Associo-me calorosamente ás palavras de justiça pronunciadas pelo Sr. Egas Moniz, a respeito do Sr. Conde de Castro e Solla; agradeço-as como amigo pessoal do illustre Ministro da Justiça e, principalmente, por fazer parte do Governo que o partido progressista apoia - apoio que é, como sempre, leal e desinteressado.

Segue-se o Sr. Conselheiro Soares Branco, Ministro da Fazenda.

O que fez o Sr. Soares Branco para ser Ministro da Fazenda?

O Sr. Soares Branco manifestou desde muito novo, com uma intelligencia elevada, um espirito muito educado no estudo, uma razão clara a servir uma ponderada energia

O Sr.

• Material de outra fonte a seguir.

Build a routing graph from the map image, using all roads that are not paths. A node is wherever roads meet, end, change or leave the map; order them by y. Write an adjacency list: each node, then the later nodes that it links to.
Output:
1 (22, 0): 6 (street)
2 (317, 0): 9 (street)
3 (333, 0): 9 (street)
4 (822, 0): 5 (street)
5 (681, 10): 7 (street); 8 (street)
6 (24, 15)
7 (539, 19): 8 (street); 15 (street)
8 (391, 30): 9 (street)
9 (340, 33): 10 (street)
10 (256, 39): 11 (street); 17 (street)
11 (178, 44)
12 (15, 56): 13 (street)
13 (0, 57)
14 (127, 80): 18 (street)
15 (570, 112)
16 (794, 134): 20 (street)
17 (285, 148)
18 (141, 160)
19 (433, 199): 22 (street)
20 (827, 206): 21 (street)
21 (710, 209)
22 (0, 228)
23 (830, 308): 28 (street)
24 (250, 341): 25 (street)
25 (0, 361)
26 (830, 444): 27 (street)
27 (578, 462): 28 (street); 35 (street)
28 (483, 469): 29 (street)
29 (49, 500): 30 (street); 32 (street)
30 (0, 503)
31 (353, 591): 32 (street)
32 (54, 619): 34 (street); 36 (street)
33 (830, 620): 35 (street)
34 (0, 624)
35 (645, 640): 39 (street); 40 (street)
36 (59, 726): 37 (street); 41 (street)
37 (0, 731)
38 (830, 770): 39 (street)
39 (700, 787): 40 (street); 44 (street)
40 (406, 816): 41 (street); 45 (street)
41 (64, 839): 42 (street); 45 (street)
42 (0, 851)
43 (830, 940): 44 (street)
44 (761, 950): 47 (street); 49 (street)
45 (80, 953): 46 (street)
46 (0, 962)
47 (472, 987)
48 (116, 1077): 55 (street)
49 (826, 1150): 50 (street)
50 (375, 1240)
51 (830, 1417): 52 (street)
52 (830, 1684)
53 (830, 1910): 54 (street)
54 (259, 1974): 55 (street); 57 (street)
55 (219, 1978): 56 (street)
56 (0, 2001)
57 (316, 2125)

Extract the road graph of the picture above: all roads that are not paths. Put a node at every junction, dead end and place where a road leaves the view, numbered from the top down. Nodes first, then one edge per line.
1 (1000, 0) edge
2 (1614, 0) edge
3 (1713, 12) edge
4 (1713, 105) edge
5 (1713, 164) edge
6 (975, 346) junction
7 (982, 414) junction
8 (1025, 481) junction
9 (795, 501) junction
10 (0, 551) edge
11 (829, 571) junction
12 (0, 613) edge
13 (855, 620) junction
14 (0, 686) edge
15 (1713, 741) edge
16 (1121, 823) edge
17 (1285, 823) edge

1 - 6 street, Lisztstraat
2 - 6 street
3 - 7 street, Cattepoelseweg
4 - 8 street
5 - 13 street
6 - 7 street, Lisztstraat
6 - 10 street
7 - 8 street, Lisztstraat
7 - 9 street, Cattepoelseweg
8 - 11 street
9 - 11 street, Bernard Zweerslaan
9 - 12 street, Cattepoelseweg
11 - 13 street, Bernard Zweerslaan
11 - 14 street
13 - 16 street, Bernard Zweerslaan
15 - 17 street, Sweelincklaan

Soares Branco accentuou a sua individualidade no Parlamento, tendo sido escolhido para a pasta da Fazenda, pelo Sr. Presidente do Conselho, que o foi buscar á maioria parlamentar. É, pois, um nome que dá brilho e força. (Apoiados).

Segue-se agora o Sr. Ministro da Marinha. Para esse illustre Ministro, de quem sou amigo pessoal e intimo, não tenho senão que fazer minhas as palavras de justiça, que o Sr. Egas Moniz proferiu.

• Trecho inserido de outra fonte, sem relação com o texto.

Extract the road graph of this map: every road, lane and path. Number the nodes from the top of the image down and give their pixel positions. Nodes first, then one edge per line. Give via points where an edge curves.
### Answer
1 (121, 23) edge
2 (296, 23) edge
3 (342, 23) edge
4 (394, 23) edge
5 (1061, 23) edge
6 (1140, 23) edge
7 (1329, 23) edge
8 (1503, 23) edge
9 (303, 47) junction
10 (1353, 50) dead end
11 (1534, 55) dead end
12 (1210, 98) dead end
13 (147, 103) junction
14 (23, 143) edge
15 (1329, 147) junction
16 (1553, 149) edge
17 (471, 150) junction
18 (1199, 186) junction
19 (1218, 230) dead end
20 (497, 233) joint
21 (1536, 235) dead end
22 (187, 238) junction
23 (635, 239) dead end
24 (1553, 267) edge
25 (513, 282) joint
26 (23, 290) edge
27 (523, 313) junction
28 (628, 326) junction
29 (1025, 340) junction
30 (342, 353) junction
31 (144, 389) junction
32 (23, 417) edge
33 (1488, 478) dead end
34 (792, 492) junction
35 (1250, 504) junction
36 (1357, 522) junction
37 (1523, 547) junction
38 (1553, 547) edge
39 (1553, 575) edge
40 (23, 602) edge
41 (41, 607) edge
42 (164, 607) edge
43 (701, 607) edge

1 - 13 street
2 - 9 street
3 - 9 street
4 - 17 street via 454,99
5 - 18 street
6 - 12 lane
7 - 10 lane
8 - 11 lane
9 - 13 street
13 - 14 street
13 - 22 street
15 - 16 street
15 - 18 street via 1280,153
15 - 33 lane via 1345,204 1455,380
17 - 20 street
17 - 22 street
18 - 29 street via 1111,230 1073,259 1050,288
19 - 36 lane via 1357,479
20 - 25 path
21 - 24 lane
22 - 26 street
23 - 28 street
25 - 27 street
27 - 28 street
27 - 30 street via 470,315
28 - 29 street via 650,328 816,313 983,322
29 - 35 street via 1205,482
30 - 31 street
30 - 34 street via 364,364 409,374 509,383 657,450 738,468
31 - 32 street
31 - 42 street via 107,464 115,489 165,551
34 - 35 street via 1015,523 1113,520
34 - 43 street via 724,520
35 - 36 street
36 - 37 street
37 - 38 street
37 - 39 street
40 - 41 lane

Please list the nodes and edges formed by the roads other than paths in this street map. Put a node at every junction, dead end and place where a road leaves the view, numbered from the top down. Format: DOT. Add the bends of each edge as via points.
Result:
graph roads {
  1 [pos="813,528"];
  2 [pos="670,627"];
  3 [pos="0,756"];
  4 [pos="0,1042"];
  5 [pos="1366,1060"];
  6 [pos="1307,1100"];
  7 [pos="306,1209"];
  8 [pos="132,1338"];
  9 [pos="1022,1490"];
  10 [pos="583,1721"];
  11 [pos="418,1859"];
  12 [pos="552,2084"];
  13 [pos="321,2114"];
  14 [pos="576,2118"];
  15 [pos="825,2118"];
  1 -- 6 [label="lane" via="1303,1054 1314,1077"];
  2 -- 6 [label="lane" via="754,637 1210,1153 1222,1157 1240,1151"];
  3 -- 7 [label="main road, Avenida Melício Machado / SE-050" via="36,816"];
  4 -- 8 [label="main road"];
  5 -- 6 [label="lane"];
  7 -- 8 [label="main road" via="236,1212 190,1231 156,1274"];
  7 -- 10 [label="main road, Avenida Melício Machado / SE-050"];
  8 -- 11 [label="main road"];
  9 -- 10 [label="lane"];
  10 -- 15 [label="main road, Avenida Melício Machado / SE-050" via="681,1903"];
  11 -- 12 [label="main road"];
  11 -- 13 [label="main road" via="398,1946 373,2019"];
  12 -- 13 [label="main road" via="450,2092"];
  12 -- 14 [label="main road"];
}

Sobe-se aos Conselhos da Coroa, ou por uma longa carreira parlamentar, ou por uma longa folha de serviços. Está S. Exa. neste ultimo caso. O Sr. Conselheiro João Coutinho tem arriscado a sua vida, combatendo com grande valor e desmedida coragem (Apoiados), e nos altos cargos administrativos, de que tem sido investido, demonstrou sempre o seu grande tino e intelligencia. (Muitos apoiados).

Saudo, portanto, a sua elevação aos Conselhos da Coroa.

Em seguida, temos o Sr. D. João de Alarcão, que foi um dos Ministros mais vivamente atacado pelo Sr. Egas Moniz. Resta saber se S. Exa., procedendo assim, tinha qualquer razão fundada para, no Parlamento, fazer as affirmações que fez.

Tenho visto espalhadas, aqui e alem, referencias ao Sr. João de Alarcão, que eu reputo absolutamente injustas.

S. Exa. conviveu cominigo um anno, dia a dia, como director do Correio da Noite, iogar que foi desempenhar desinteressadamente, e apenas para servir o seu partido e o seu chefe. Ahi se revelou um jornalista de extraordinario valor. (Apoiados) e não consta que, durante o tempo que S. Exa. foi director desse jornal, elle desmerecesse das illustres penas que nelle teem collaborado como Antonio Ennes, Antonio Candido, Anselmo de Andrade e José de Alpoim.

O Sr. D. João de Alarcão marcou o seu logar na imprensa portuguesa: entrou no Correio da Noite, no cumprimento de um dever e saiu por uma questão de honra.

Foi só no Correio da Noite que se revelou o Sr. D. João de Alarcão?

Como governador civil de varios districtos, S. Exa. nunca deixou de vincar a sua passagem e ainda hoje, nesses districtos o seu nome é proferido com respeito.

Em circunstancias gravissimas na Universidade de Coimbra, para onde, ainda não ha muitos annos, o Sr. D. João de Alarcão foi em commissão especial, houve-se de tal modo que uma simples questão academica, que ameaçava tornar-se em questão de ordem publica, foi por S. Exa. aplanada.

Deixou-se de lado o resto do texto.